Wirtschaft
Blick auf das moderne Shanghai.
Blick auf das moderne Shanghai.(Foto: dpa)

Großes Experiment im Reich der Mitte: China testet Freihandelszone Shanghai

Die Megastadt Shanghai gilt als Pilotprojekt für die weitere Liberalisierung der chinesischen Wirtschaft. Sie wird zu einer Freihandelszone. Davon werden auch ausländische Unternehmen profitieren, denn sie dürfen auch in Bereiche investieren, zu denen sie bislang nur schwer Zugang hatten.

An einem symbolträchtigen Ort startet China am Sonntag ein Experiment: Shanghai mit der berühmtesten Skyline der Landes wird zu einer Freihandelszone. Hier wurde schon mit der 1990 gegründeten Sonderwirtschaftszone im Stadtteil Pudong der Grundstein für den rasanten wirtschaftlichen Aufstieg der Volksrepublik gelegt. Es folgen Fragen und Antworten, was China mit der neuen Freihandelszone bezweckt:

Warum wird die Freihandelszone eingerichtet?

Sie gilt als Pilotprojekt für die Liberalisierung der chinesischen Wirtschaft. Innerhalb eines 29 Quadratkilometer großen Gebiets sollen verschiedene Reformen getestet werden, die im Falle eines Erfolgs später auf das ganze Land ausgedehnt werden könnten. China ist zwar inzwischen die zweitgrößte Volkswirtschaft der Welt, doch gelten viele Bereiche noch als ineffizient und zu bürokratisch. Außerdem ist Korruption ein großes Thema im Land. Das soll mit einem freieren und faireren Wettbewerb bekämpft werden.

Welche Reformen werden getestet?

Ausländische Unternehmen sollen in Bereiche investieren dürfen, zu denen sie bislang nur eingeschränkten Zugang hatten. So wollen die Behörden Internet-Lizenzen an ausländische Telekomfirmen vergeben und so den Wettbewerb anheizen. Die drei größten Anbieter China Mobile, China Unicom und China Telecom wurden bereits informiert. Auch soll es chinesischen Firmen erleichtert werden, Geld von ausländischen Banken zu bekommen. Zudem könnten Banken in der Zone mit ausländischem Kapital gegründet werden. Kredit- und Sparzinsen, die bisher vom Staat vorgegeben werden, könnten frei festgelegt werden.

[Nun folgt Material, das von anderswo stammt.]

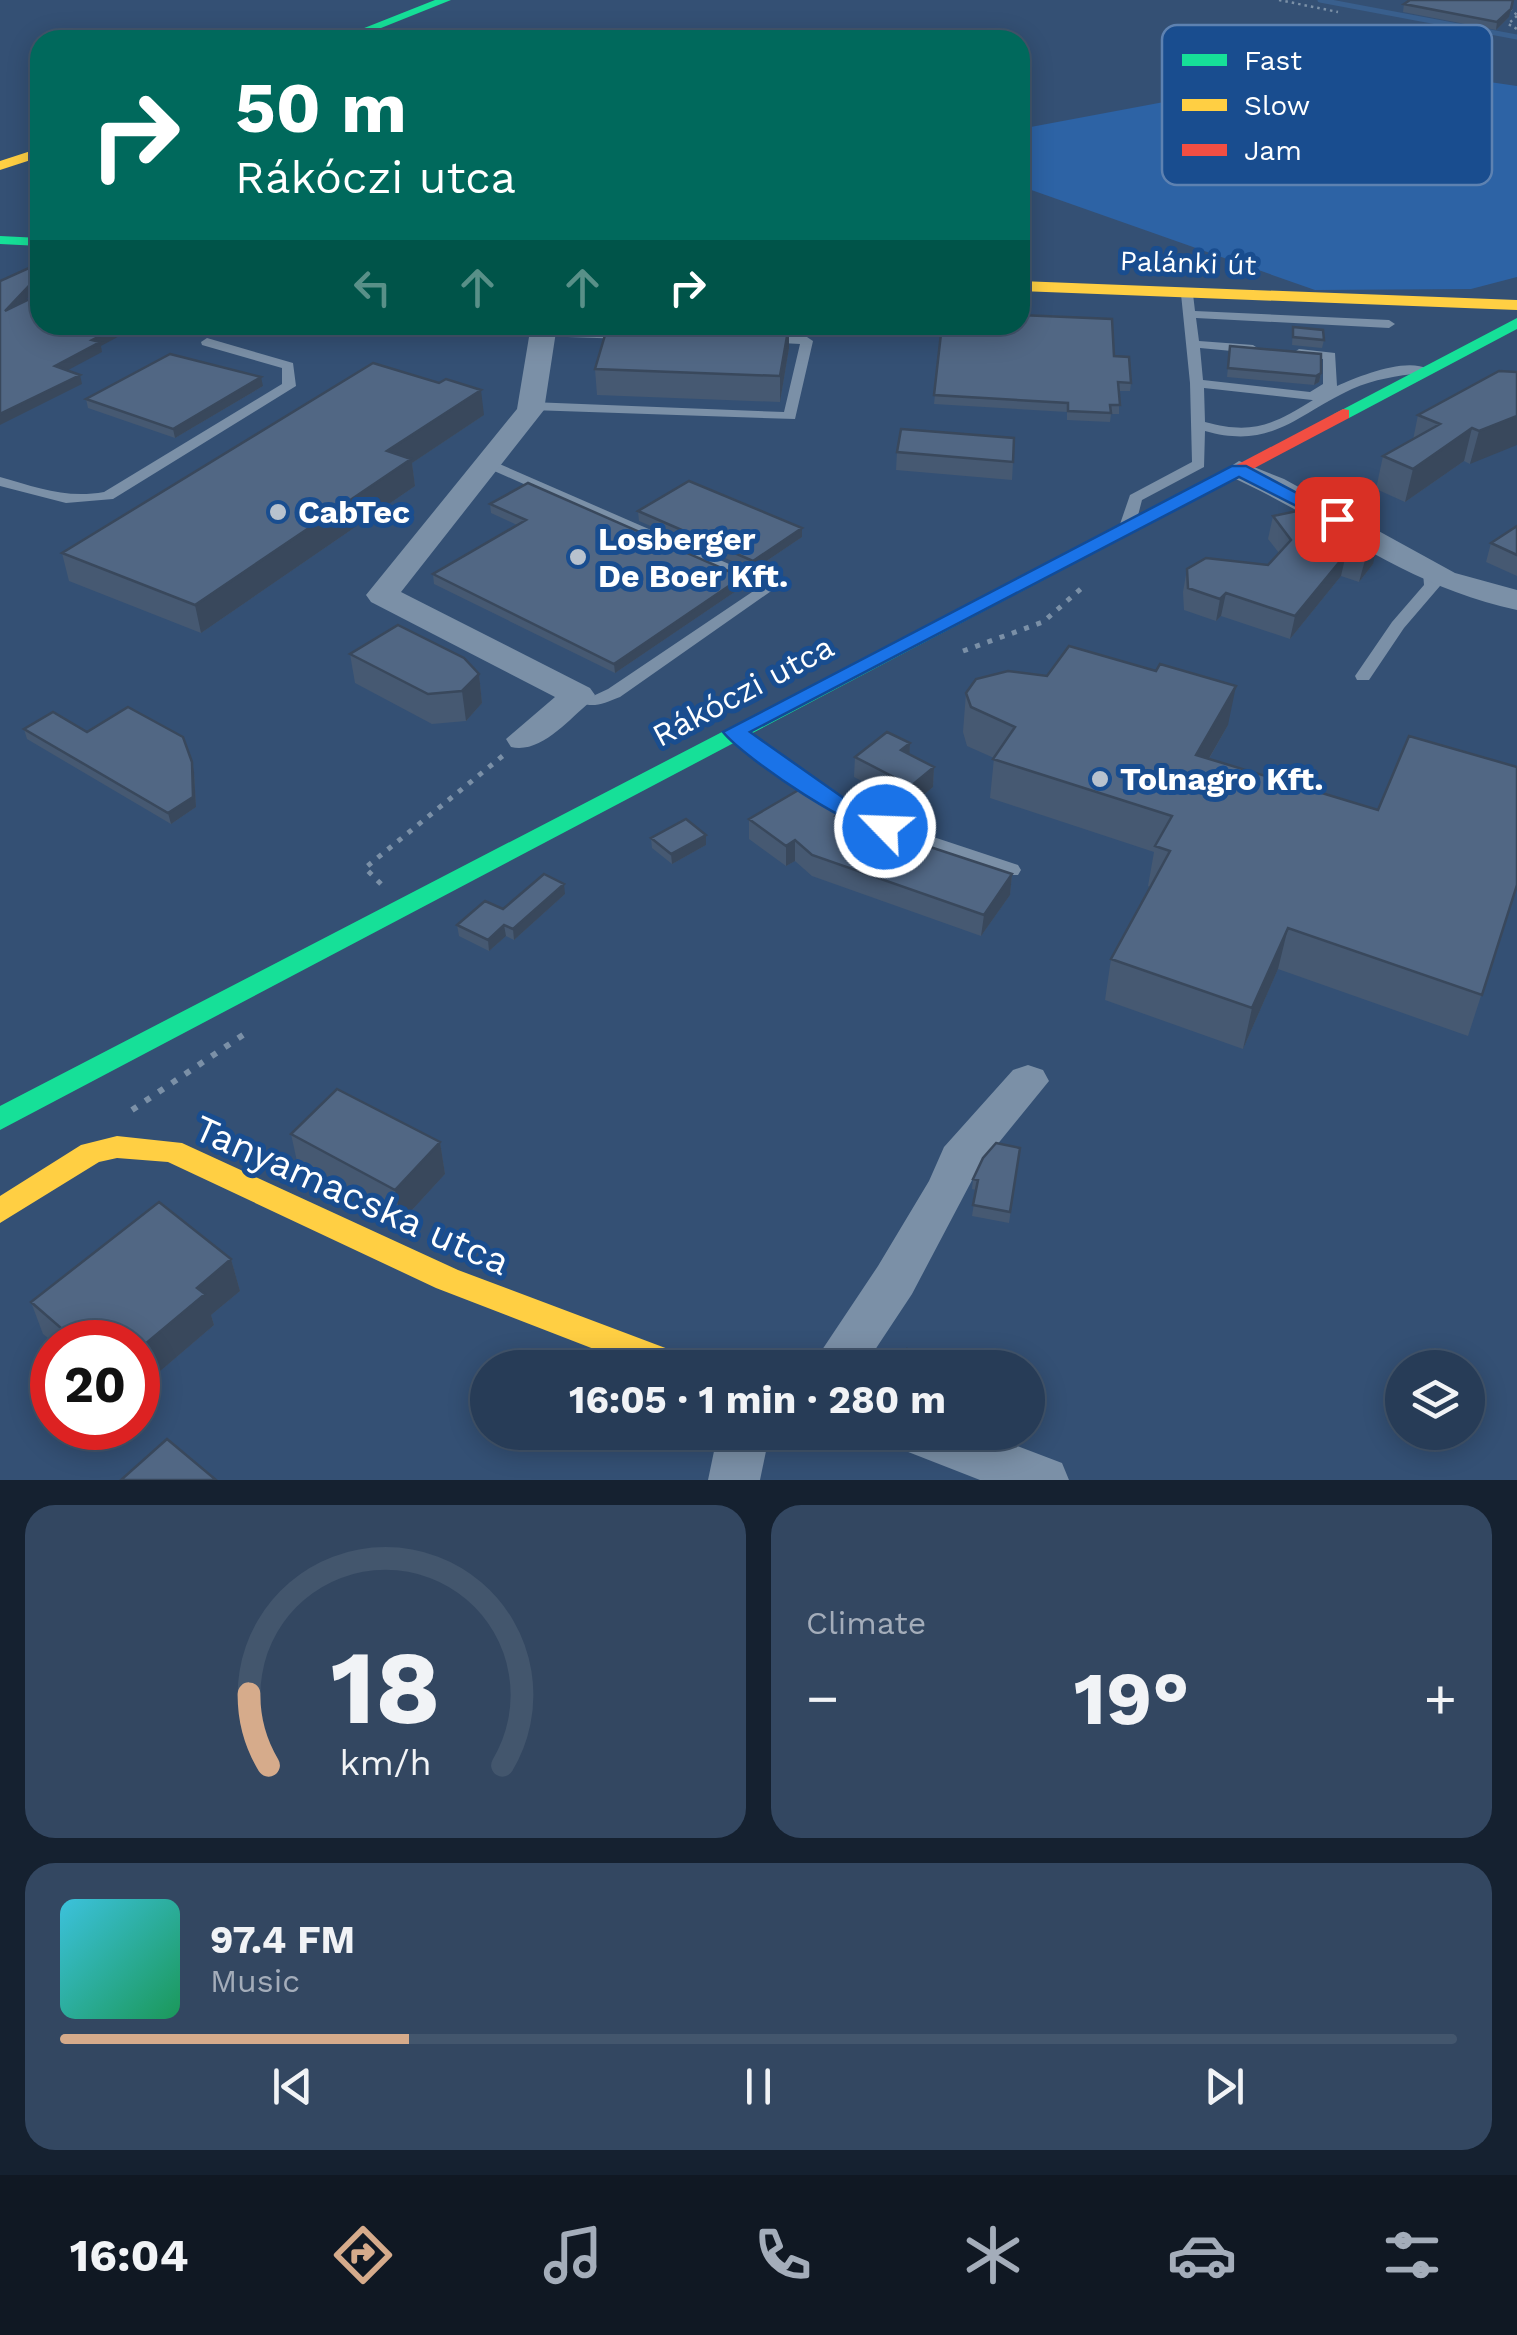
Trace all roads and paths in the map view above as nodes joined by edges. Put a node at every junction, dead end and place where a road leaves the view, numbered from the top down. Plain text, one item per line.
1 (445, 0) edge
2 (1280, 0) edge
3 (1500, 0) edge
4 (1338, 12) dead end
5 (1517, 16) edge
6 (1517, 29) edge
7 (366, 30) edge
8 (30, 156) edge
9 (0, 166) edge
10 (0, 240) edge
11 (30, 242) edge
12 (1030, 287) edge
13 (1354, 300) junction
14 (1188, 304) junction
15 (1455, 304) junction
16 (1517, 305) edge
17 (1517, 323) edge
18 (1389, 324) dead end
19 (542, 335) edge
20 (624, 335) edge
21 (638, 336) edge
22 (1488, 337) junction
23 (751, 339) edge
24 (207, 342) dead end
25 (1194, 344) junction
26 (1432, 367) junction
27 (1197, 383) junction
28 (531, 406) junction
29 (1199, 426) junction
30 (488, 464) junction
31 (1239, 470) junction
32 (0, 481) edge
33 (1127, 528) junction
34 (1431, 572) junction
35 (1517, 600) edge
36 (1043, 622) dead end
37 (1030, 629) dead end
38 (1363, 676) dead end
39 (578, 695) junction
40 (734, 732) junction
41 (523, 739) joint
42 (1011, 870) edge
43 (402, 906) junction
44 (1028, 1081) dead end
45 (163, 1091) dead end
46 (134, 1109) dead end
47 (0, 1118) edge
48 (0, 1211) edge
49 (633, 1350) edge
50 (848, 1350) edge
51 (740, 1450) edge
52 (964, 1450) edge
53 (734, 1480) edge
54 (1043, 1480) edge

1 - 7 street
2 - 4 path
3 - 5 path
5 - 6 path
8 - 9 street
10 - 11 street
12 - 14 street, Palánki út
13 - 14 street, Palánki út
13 - 15 street, Palánki út
13 - 22 street, Palánki út
14 - 18 lane
14 - 25 lane
15 - 16 street, Palánki út
15 - 22 street
17 - 22 street, Rákóczi utca
19 - 28 street
20 - 21 lane
22 - 26 street, Rákóczi utca
23 - 28 lane
24 - 32 lane
25 - 27 lane
25 - 27 lane
26 - 29 lane
26 - 31 street, Rákóczi utca
27 - 29 lane
28 - 30 street
29 - 33 lane
30 - 39 street
30 - 39 lane
31 - 33 street, Rákóczi utca
31 - 34 street
33 - 40 street, Rákóczi utca
34 - 35 street
34 - 38 lane
36 - 37 path
39 - 41 street
40 - 42 lane
40 - 43 street, Rákóczi utca
41 - 43 path
43 - 47 street, Rákóczi utca
44 - 50 street
45 - 46 path
48 - 49 street, Tanyamacska utca
51 - 53 street
52 - 54 street

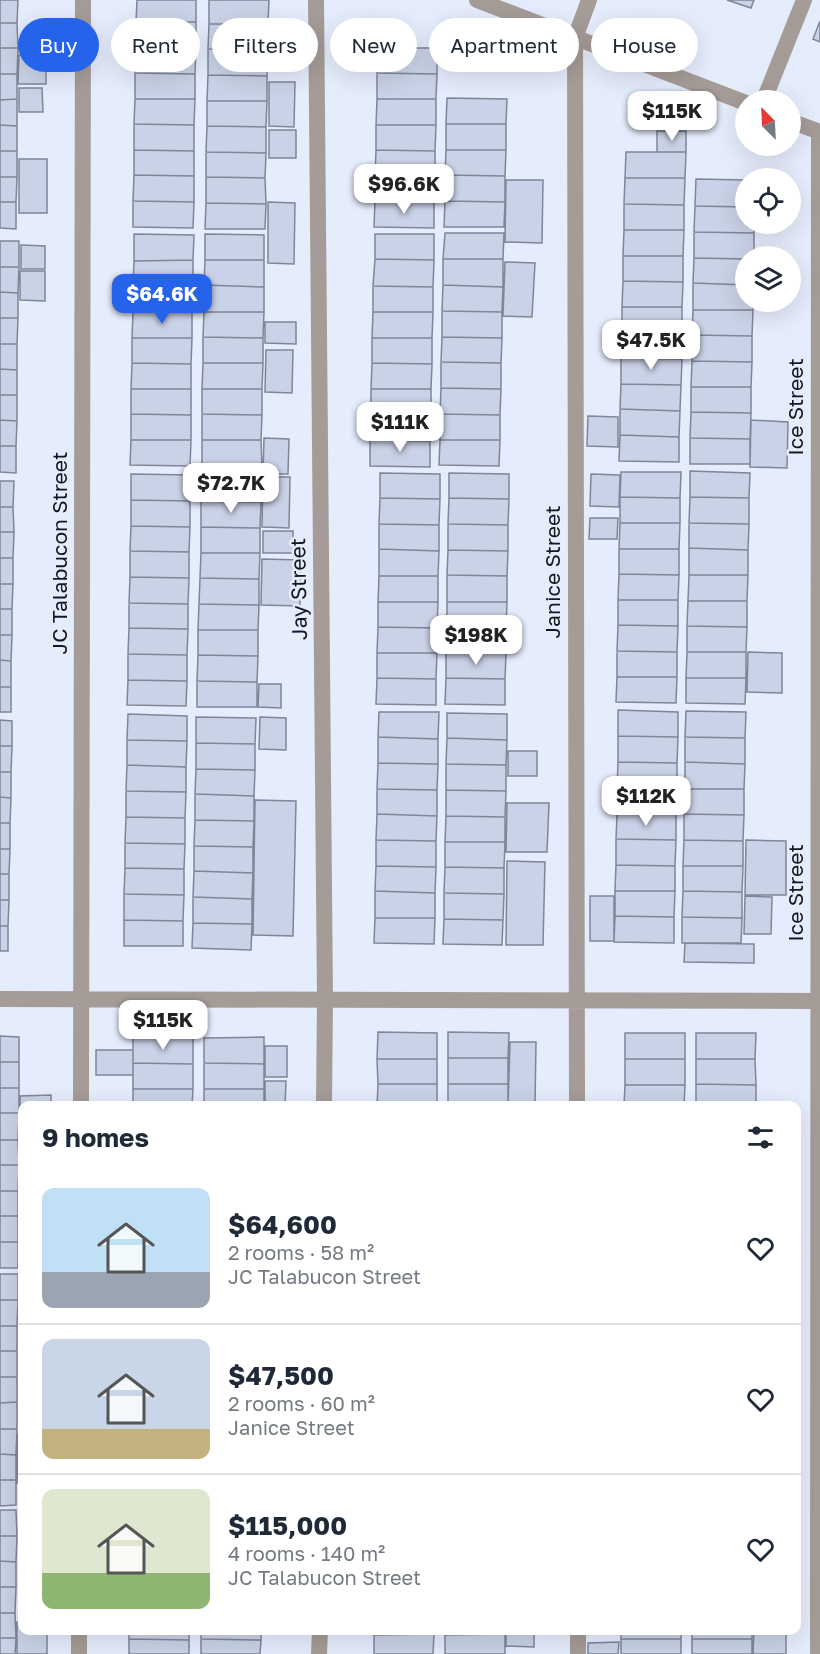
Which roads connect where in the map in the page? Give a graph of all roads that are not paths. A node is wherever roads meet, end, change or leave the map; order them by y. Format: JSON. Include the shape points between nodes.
{"nodes":[{"id":1,"x":83,"y":0,"type":"edge"},
{"id":2,"x":316,"y":0,"type":"edge"},
{"id":3,"x":477,"y":0,"type":"edge"},
{"id":4,"x":589,"y":0,"type":"edge"},
{"id":5,"x":804,"y":0,"type":"edge"},
{"id":6,"x":523,"y":18,"type":"edge"},
{"id":7,"x":579,"y":27,"type":"edge"},
{"id":8,"x":579,"y":40,"type":"edge"},
{"id":9,"x":575,"y":72,"type":"edge"},
{"id":10,"x":768,"y":90,"type":"edge"},
{"id":11,"x":735,"y":99,"type":"edge"},
{"id":12,"x":801,"y":125,"type":"edge"},
{"id":13,"x":819,"y":132,"type":"edge"},
{"id":14,"x":0,"y":999,"type":"edge"},
{"id":15,"x":81,"y":999,"type":"junction"},
{"id":16,"x":326,"y":999,"type":"junction"},
{"id":17,"x":576,"y":999,"type":"junction"},
{"id":18,"x":819,"y":1001,"type":"edge"},
{"id":19,"x":81,"y":1101,"type":"edge"},
{"id":20,"x":324,"y":1101,"type":"edge"},
{"id":21,"x":577,"y":1101,"type":"edge"},
{"id":22,"x":79,"y":1635,"type":"edge"},
{"id":23,"x":320,"y":1635,"type":"edge"},
{"id":24,"x":578,"y":1635,"type":"edge"},
{"id":25,"x":79,"y":1654,"type":"edge"},
{"id":26,"x":319,"y":1654,"type":"edge"},
{"id":27,"x":578,"y":1654,"type":"edge"},
{"id":28,"x":818,"y":1654,"type":"edge"}],
"edges":[{"from":1,"to":15,"type":"street","name":"JC Talabucon Street"},
{"from":2,"to":16,"type":"street","name":"Jay Street"},
{"from":3,"to":6,"type":"street"},
{"from":4,"to":7,"type":"street"},
{"from":5,"to":10,"type":"street"},
{"from":8,"to":11,"type":"street"},
{"from":9,"to":17,"type":"street","name":"Janice Street"},
{"from":12,"to":13,"type":"street"},
{"from":13,"to":18,"type":"street","name":"Ice Street"},
{"from":14,"to":15,"type":"street"},
{"from":15,"to":16,"type":"street"},
{"from":15,"to":19,"type":"street","name":"JC Talabucon Street"},
{"from":16,"to":17,"type":"street"},
{"from":16,"to":20,"type":"street","name":"Jay Street"},
{"from":17,"to":18,"type":"street"},
{"from":17,"to":21,"type":"street","name":"Janice Street"},
{"from":18,"to":28,"type":"street","name":"Ice Street"},
{"from":22,"to":25,"type":"street"},
{"from":23,"to":26,"type":"street"},
{"from":24,"to":27,"type":"street"}]}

Was passiert mit dem Yuan?

Die heimische Währung soll in der Sonderzone freier gehandelt werden können. Bislang ist sie an den Dollar gekoppelt und darf nur in einer kleinen Bandbreite schwanken. Dieser Schritt könnte der Testlauf für eine völlige Freigabe des Wechselkurses sein. Bislang schreckt die Regierung davor zurück, da sie eine kräftige Aufwertung befürchtet, die Waren im Ausland teurer macht und damit die Exportchancen beeinträchtigt. Doch ein stärkerer Yuan bringt auch Vorteile: Dadurch würden Importe billiger, was die Inflation dämpft und den Chinesen einen größeren Konsum ermöglichen würde.

Wie sollen ausländische Firmen angelockt werden?

Im Gespräch ist eine Unternehmensteuer von 15 statt der bislang üblichen 25 Prozent. Auch die Internet-Zensur soll gelockert werden: Einem Bericht der "South China Morning Post" zufolge sollen Facebook, Twitter und andere in China gesperrte Internetseiten frei zugänglich gemacht werden. Ausländer sollen sich "wie zu Hause fühlen", berichtete sie zuletzt unter Berufung auf Regierungskreise. "Wenn die nicht auf Facebook kommen und nicht die 'New York Times' lesen können, werden sie sich vielleicht wundern, was an der Freihandelszone besonders ist im Vergleich zum übrigen China."

Wie reagieren die anderen Metropolen auf Shanghais Sonderstellung?

Argwöhnisch. Sie befürchten, dass ihnen Shanghai den Rang ablaufen könnte. Die Provinz Guangdong - die bevölkerungsreichste und wirtschaftsstärkste Chinas - erwägt eine eigene Freihandelszone in Zusammenarbeit mit Hongkong und Macau. Experten befürchten, dass ein Wettlauf nur Verunsicherung schafft und Investoren abschreckt. Unterschiedliche Zins- und Währungsregeln könnten zudem dazu führen, dass Unternehmen beispielsweise Kursunterschiede ausnutzen.